DDoS attack prevention approach on the systems of your company

DDoS attack prevention

The aim of a DDoS attack is to deplete the network, application or service resources so that genuine users can’t access them.

Diverse types of DDoS attacks are available, but generally, a DDoS attack is launched simultaneously from various hosts and may affect the availability of the Internet services and resources of even the largest companies.

It occurs every day for many organizations; 42 percent of respondents saw over 21 DDoS attacks per month, based on the Worldwide Infrastructure Security Report thenth, compared with 25 percent in 2013.

The frequency of such attacks is not only increasing, but also their size. Less than 40 attacks in 2013 were over 100 Gbps in size, but 159 attacks in 2014 were over 100 Gbps, the biggest being 400 Gbps.

Enterprise networks should select the best DDoS prevention services for DDoS attack protection and network prevention.

ExplorDing DoS types of attacks:

The various types of DDoS attacks vary considerably but are generally in one of three wide categories:

  • Volumetric attacks – These attacks are designed to overwhelm the infrastructure of a network with demands for bandwidth – intensive transport or resource saving.
  • TCP State – Exhaustion attacks — Attackers are using this way to abuse the stated nature of the TCP protocol to exhaust server, load balancers and firewall resources.
  • Application layer attacks — the aim of these attacks is a certain aspect of a Layer 7 application or service.

Volumetric attacks remain the most frequent of DDoS attacks, but attacks combining all three vectors are common, increasing the length and magnitude of an attack.

Politic and ideological, vandalism and online gaming are still the main drivers of the DDoS attacks. Yes, players will DDoS a gaming infrastructure to gain a competitive advantage in the online game.

While DDoS is the choice weapon for hacktivist and terrorist operatives, it is also used to extortion or distort the operation of a competitor.

DDoS attacks are also increasing in use as a diversionary tactic. For example, advanced, persistent threat campaigns use DDoS attacks to distract a network while exfiltrating robbed data.

With the complex hacker community packaging and sophisticated attack tools into easy-to-use, downloadable programs, even those who do not have the necessary know-how can buy the ability to launch and control their own DDoS attacks.

And the situation only gets worse as attackers start conscripting everything from game consoles to routers and modems to increase the amount of attack traffic they can generate.
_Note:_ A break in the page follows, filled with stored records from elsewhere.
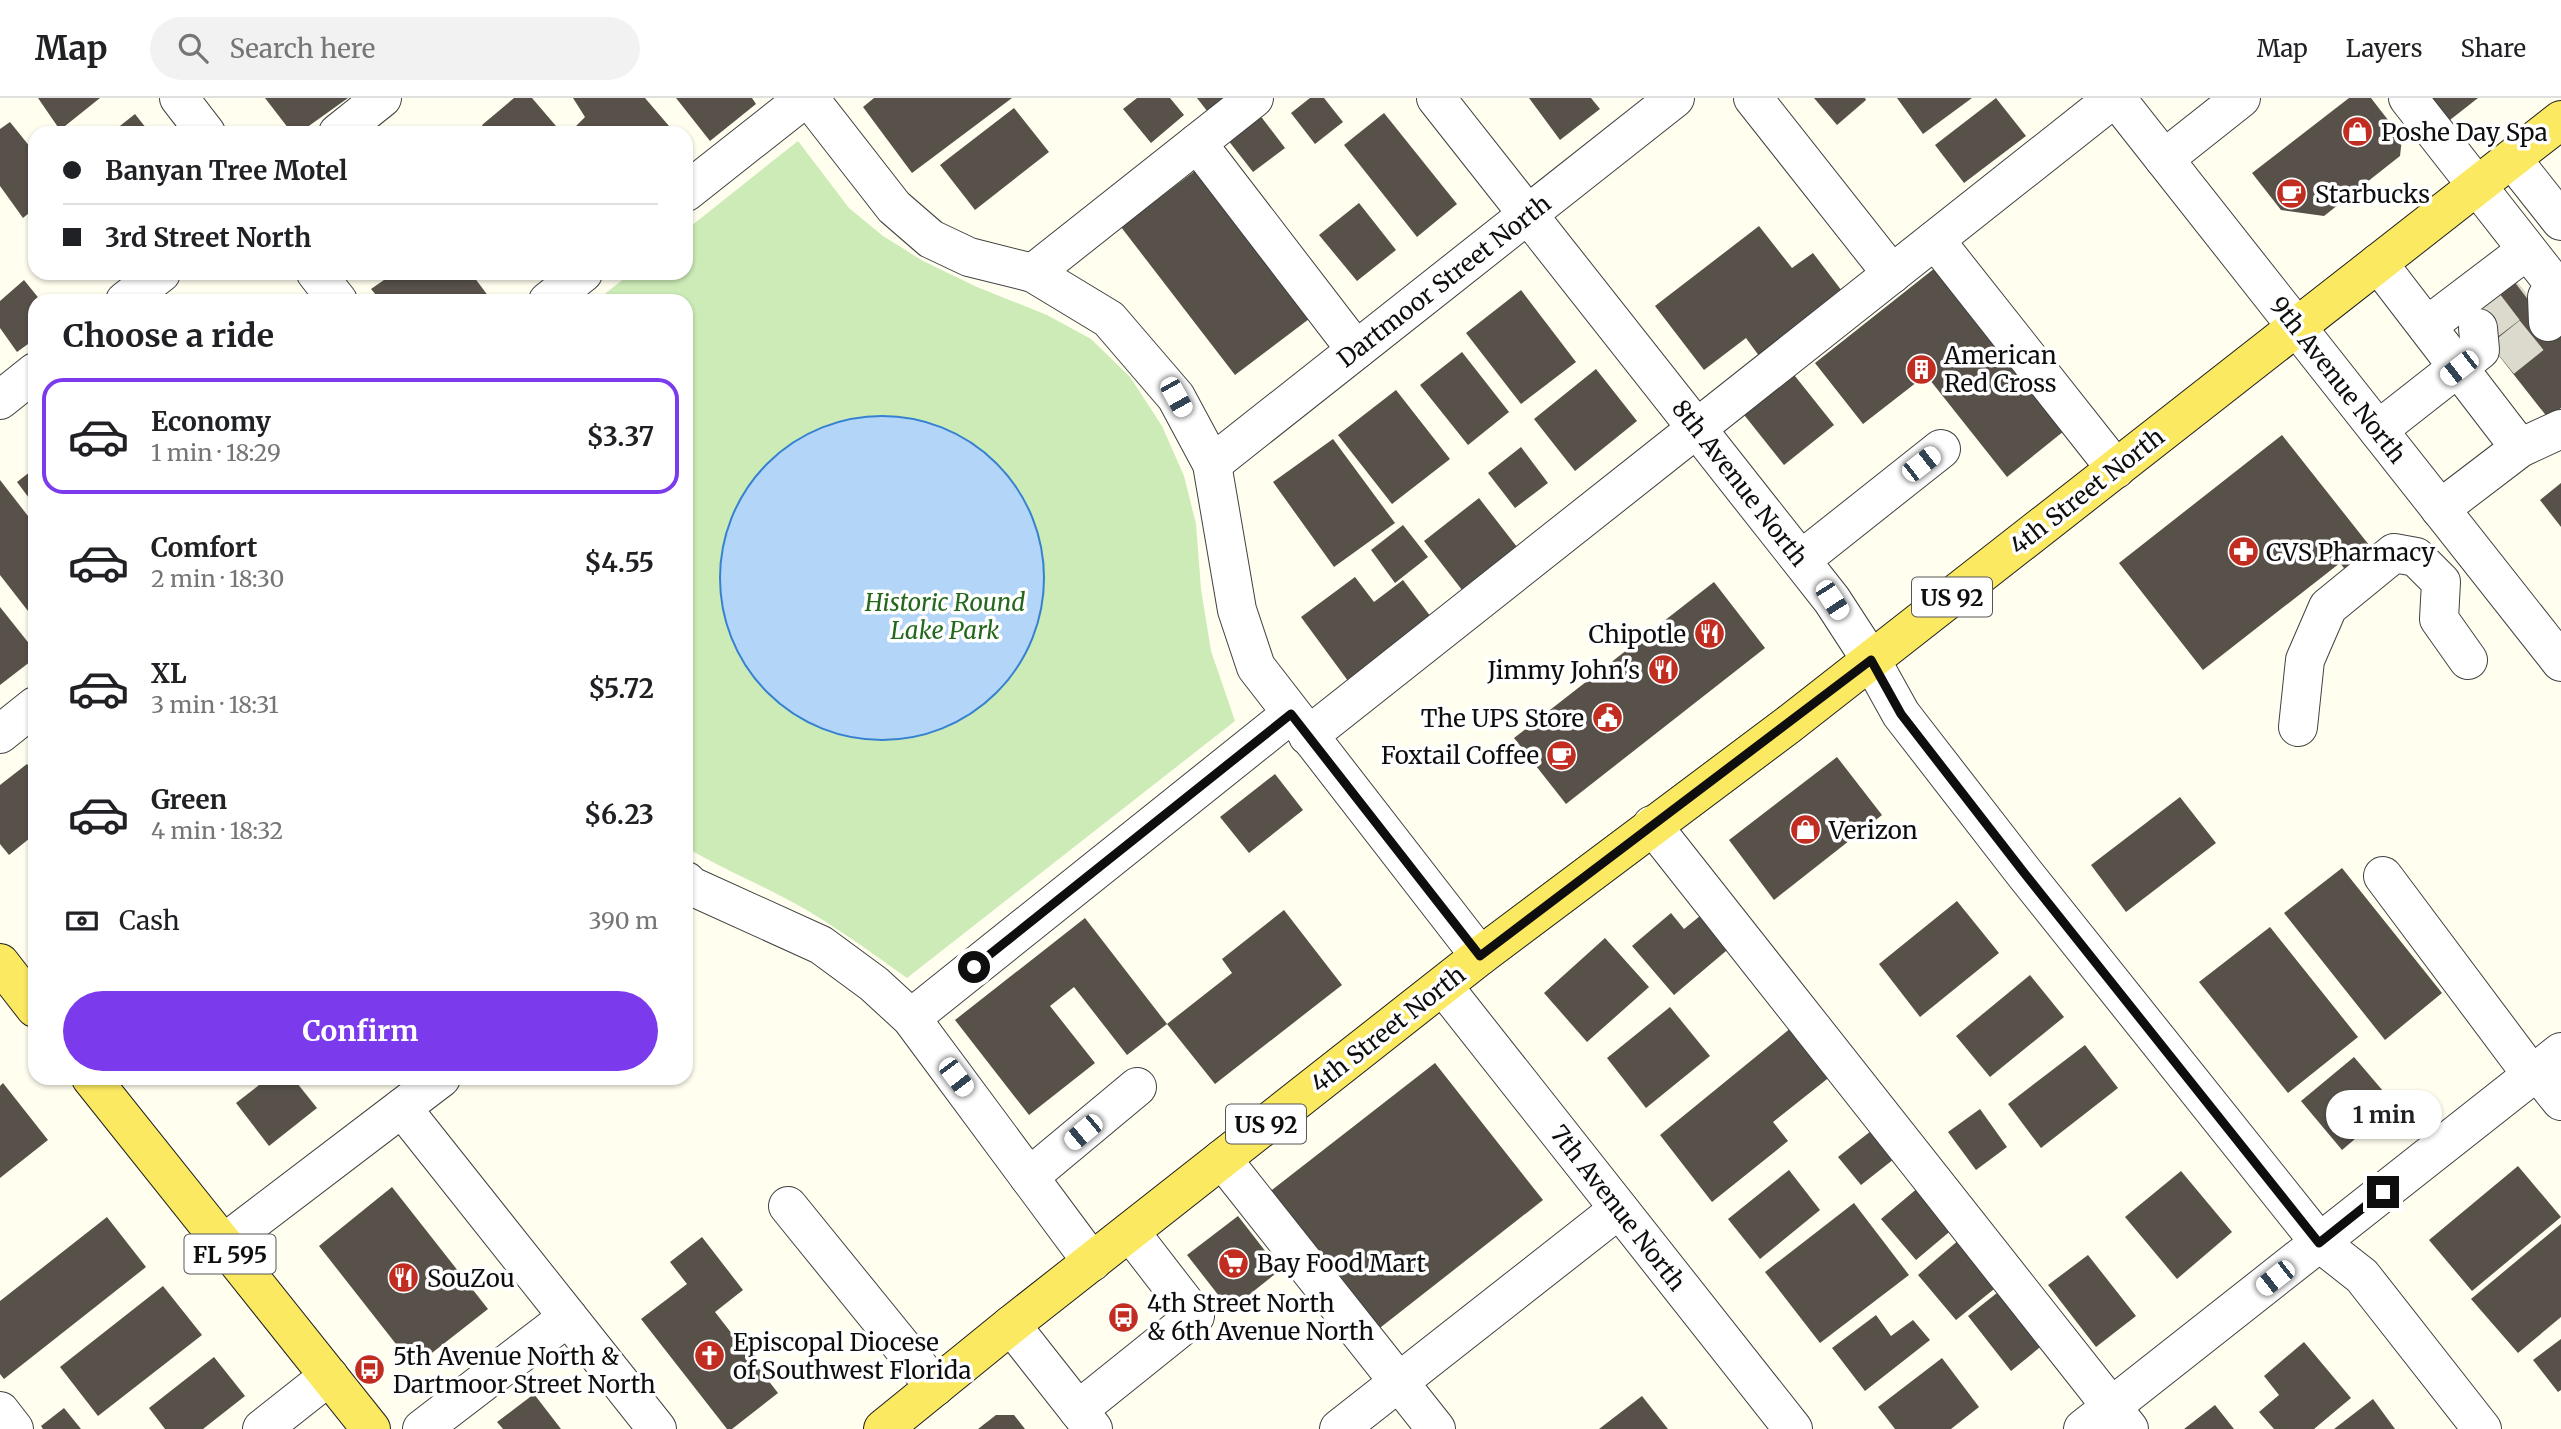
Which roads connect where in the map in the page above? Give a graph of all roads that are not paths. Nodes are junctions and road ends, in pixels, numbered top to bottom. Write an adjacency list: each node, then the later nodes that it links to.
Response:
1 (179, 98): 12 (street)
2 (382, 98): 13 (street)
3 (807, 98): 18 (street); 24 (street)
4 (1254, 98): 14 (street)
5 (1436, 98): 19 (street, 8th Avenue North)
6 (1675, 98): 19 (street, Dartmoor Street North)
7 (1753, 98): 25 (street)
8 (2115, 98): 15 (street, 9th Avenue North); 21 (street)
9 (2241, 98): 15 (street)
10 (2408, 98): 17 (street)
11 (2561, 121): 16 (main road, 4th Street North / US 92)
12 (201, 126)
13 (347, 126)
14 (1197, 143): 24 (street); 35 (street)
15 (2164, 159): 34 (street, 9th Avenue North)
16 (2512, 159): 17 (main road, 4th Street North / US 92); 20 (street)
17 (2477, 186): 22 (street); 23 (main road, 4th Street North / US 92)
18 (693, 187)
19 (1529, 214): 35 (street, Dartmoor Street North); 39 (street, 8th Avenue North)
20 (2561, 221)
21 (1934, 240): 25 (street); 45 (street)
22 (2527, 250): 32 (street); 33 (street)
23 (2378, 263): 33 (street); 34 (main road, 4th Street North / US 92)
24 (1033, 273): 44 (street)
25 (1892, 274): 39 (street)
26 (152, 280): 29 (street)
27 (322, 280): 30 (street)
28 (574, 280): 31 (street)
29 (134, 294)
30 (332, 294)
31 (557, 294)
32 (2548, 297)
33 (2427, 326): 36 (street)
34 (2297, 327): 41 (street, 9th Avenue North); 45 (main road, 4th Street North / US 92)
35 (1356, 350): 44 (street, Dartmoor Street North)
36 (2480, 351): 41 (street); 42 (street)
37 (28, 378): 38 (street)
38 (0, 400)
39 (1697, 428): 47 (street, 8th Avenue North); 52 (street)
40 (2561, 429): 42 (street)
41 (2378, 430): 46 (street, 9th Avenue North)
42 (2520, 448): 46 (street)
43 (1941, 449): 47 (street)
44 (1212, 464): 52 (street)
45 (2116, 469): 48 (main road, 4th Street North / US 92)
46 (2440, 509): 50 (street, 9th Avenue North)
47 (1801, 560): 48 (street, 8th Avenue North)
48 (1871, 660): 55 (main road, 4th Street North / US 92); 72 (street, 8th Avenue North)
49 (2468, 660): 53 (street)
50 (2561, 662)
51 (28, 712): 54 (street)
52 (1299, 725): 58 (street); 60 (street)
53 (2298, 727)
54 (0, 734)
55 (1652, 825): 58 (main road, 4th Street North / US 92); 82 (street)
56 (2383, 876): 61 (street)
57 (693, 888): 60 (street)
58 (1480, 956): 59 (main road, 4th Street North / US 92)
59 (1443, 986): 67 (main road, 4th Street North / US 92); 70 (street, 7th Avenue North)
60 (911, 1018): 68 (street)
61 (2543, 1066): 65 (street); 72 (street)
62 (97, 1085): 73 (main road, FL 595)
63 (432, 1085): 66 (street)
64 (1138, 1087): 68 (street)
65 (2561, 1101)
66 (402, 1108): 73 (street); 75 (street)
67 (1222, 1159): 71 (main road, 4th Street North / US 92); 78 (street)
68 (1029, 1177): 74 (street)
69 (788, 1206): 79 (street)
70 (1619, 1209): 78 (street); 91 (street, 7th Avenue North)
71 (1130, 1232): 74 (main road, 4th Street North / US 92); 81 (street)
72 (2319, 1243): 82 (street); 92 (street, 8th Avenue North)
73 (223, 1244): 77 (main road, FL 595)
74 (1092, 1262): 76 (main road, 4th Street North / US 92)
75 (568, 1317): 86 (street); 87 (street)
76 (1011, 1325): 79 (main road, 4th Street North / US 92); 81 (street)
77 (329, 1376): 84 (street); 85 (main road, FL 595)
78 (1399, 1382): 89 (street); 90 (street)
79 (935, 1387): 88 (main road, 4th Street North / US 92)
80 (0, 1411): 83 (street)
81 (1086, 1420)
82 (2108, 1422)
83 (14, 1429)
84 (262, 1429)
85 (372, 1429)
86 (422, 1429)
87 (657, 1429)
88 (883, 1429)
89 (1339, 1429)
90 (1436, 1429)
91 (1793, 1429)
92 (2482, 1429)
These devices have default networking features and they use default accounts and passwords to easily enroll targets to a DDoS attack. The majority of them are Universal Plug & Play-enabled (UPnP), whose underlying protocols may be abused. Akamai Technologies has found 4.1 million UPnP devices facing the web are potentially vulnerable to DDoS attacks. The increased number of internet connected devices that are poorly secured or configured increases the ability of an attacker to produce increasingly powerful attacks.

Method of prevention:

Worldwide DDoS Attacks and Protection Report:

The securing of internet-facing devices and services helps to secure the internet as a single network and reduces the amount of devices which can be recruited into a DDoS attack.

Repeatable tests and a serious approach One of the best methods is the penetration test for all types of vulnerabilities of web applications. Hackers ‘ main protocols are NTP, DNS, SSDP, Chargen, SNMP and DVMRP that abuse the process of generating DDoS traffic; any services used for them should be configured and run on hardened dedicated servers.
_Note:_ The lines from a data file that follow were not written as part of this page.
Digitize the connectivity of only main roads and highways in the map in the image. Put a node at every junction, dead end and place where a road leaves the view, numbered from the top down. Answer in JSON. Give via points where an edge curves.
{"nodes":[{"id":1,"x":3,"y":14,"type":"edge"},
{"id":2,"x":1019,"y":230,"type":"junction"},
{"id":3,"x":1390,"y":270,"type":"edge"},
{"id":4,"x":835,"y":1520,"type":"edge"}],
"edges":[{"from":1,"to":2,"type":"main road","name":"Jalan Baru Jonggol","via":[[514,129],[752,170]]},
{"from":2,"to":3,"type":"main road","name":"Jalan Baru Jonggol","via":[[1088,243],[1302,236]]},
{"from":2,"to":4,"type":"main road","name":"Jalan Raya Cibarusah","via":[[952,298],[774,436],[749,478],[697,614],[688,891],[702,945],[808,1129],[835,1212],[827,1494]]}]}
Enterprises that operate a DNS server, for example, should follow the Secure Domain Name (DNS) Deployment Guide from NIST Special Publishing 800-81, and provide advice to secure NTP servers from the Network Time Protocol site. Many attacks work, because attackers are able to generate traffic with spoofed IP sources.
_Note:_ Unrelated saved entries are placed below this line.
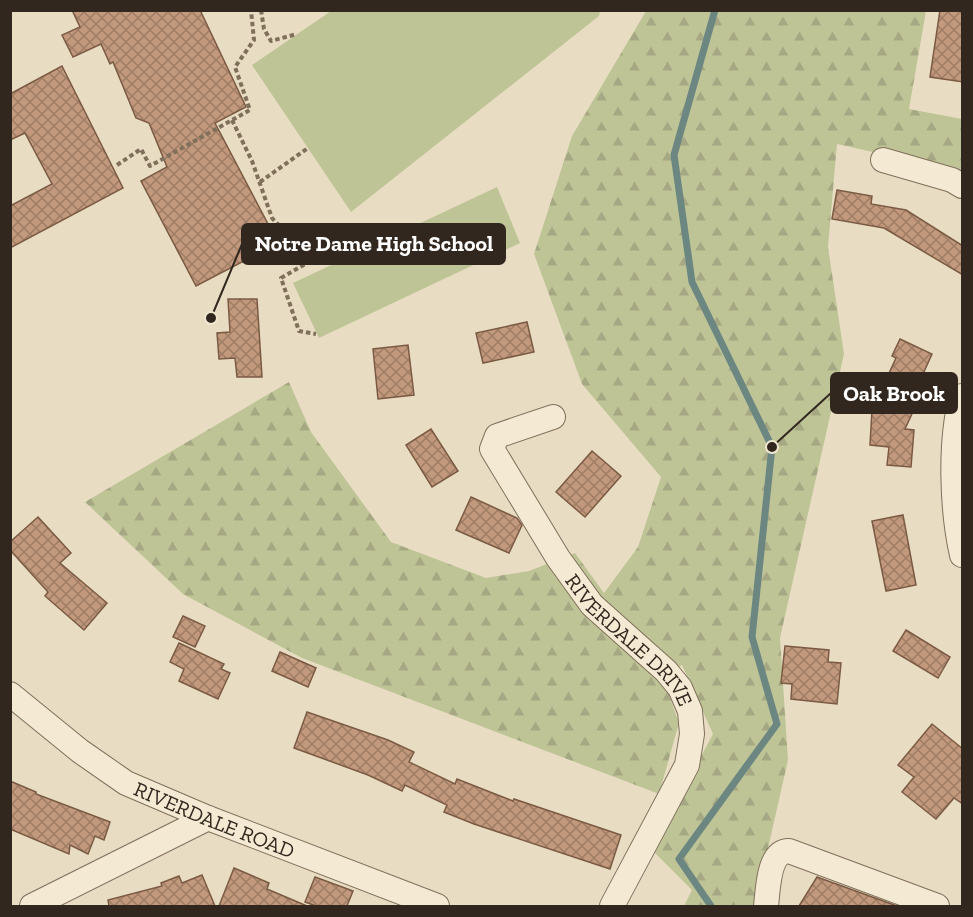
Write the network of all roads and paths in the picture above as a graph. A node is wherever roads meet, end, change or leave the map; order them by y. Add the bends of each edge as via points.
1 (250, 10) edge
2 (261, 10) edge
3 (297, 34) dead end
4 (232, 120) junction
5 (308, 147) dead end
6 (883, 160) dead end
7 (117, 165) dead end
8 (260, 182) junction
9 (963, 186) edge
10 (316, 334) dead end
11 (963, 396) edge
12 (553, 417) dead end
13 (963, 555) edge
14 (10, 694) edge
15 (208, 818) junction
16 (32, 906) edge
17 (437, 906) edge
18 (612, 906) edge
19 (766, 906) edge
20 (937, 906) edge

1 - 4 path via 254,40 235,67 250,110
2 - 3 path via 271,41
4 - 7 path via 150,166 141,149
4 - 8 path
5 - 8 path
6 - 9 street
8 - 10 path via 273,218 289,236 351,230 350,238 281,278 299,331
11 - 13 street via 954,463 957,532
12 - 18 street, RIVERDALE DRIVE via 497,436 492,449 558,558 592,605 666,671 680,688 690,711 692,734 687,765
14 - 15 street, RIVERDALE ROAD via 126,783
15 - 16 street
15 - 17 street, RIVERDALE ROAD
19 - 20 street via 769,878 777,856 783,851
Enterprises should implement anti-spoofing filters as covered by documents BCP 38 and BCP 84 of IETF Best Common Practices to prevent hackers from sending packets from another network that claim to originate.

Not all types of DDoS attacks can be predicted or avoided and even a resource-limited attacker can generate the volume of traffic required for disrupting or seriously disrupting large, heavily defended areas.

Although it is almost impossible to eliminate or mitigate the DDoS attack completely, in the long run it is important to ensure that all machines and services are configured properly so that services that are available to the public can not be exploited and misused for potential attackers.

We’ll help ourselves by helping others. An organization must always ensure maximum protection for company networks, and in 10 seconds you can try a free trial to stop the DDoS attack.

Mark Funk
Mark Funk is an experienced information security specialist who works with enterprises to mature and improve their enterprise security programs. Previously, he worked as a security news reporter.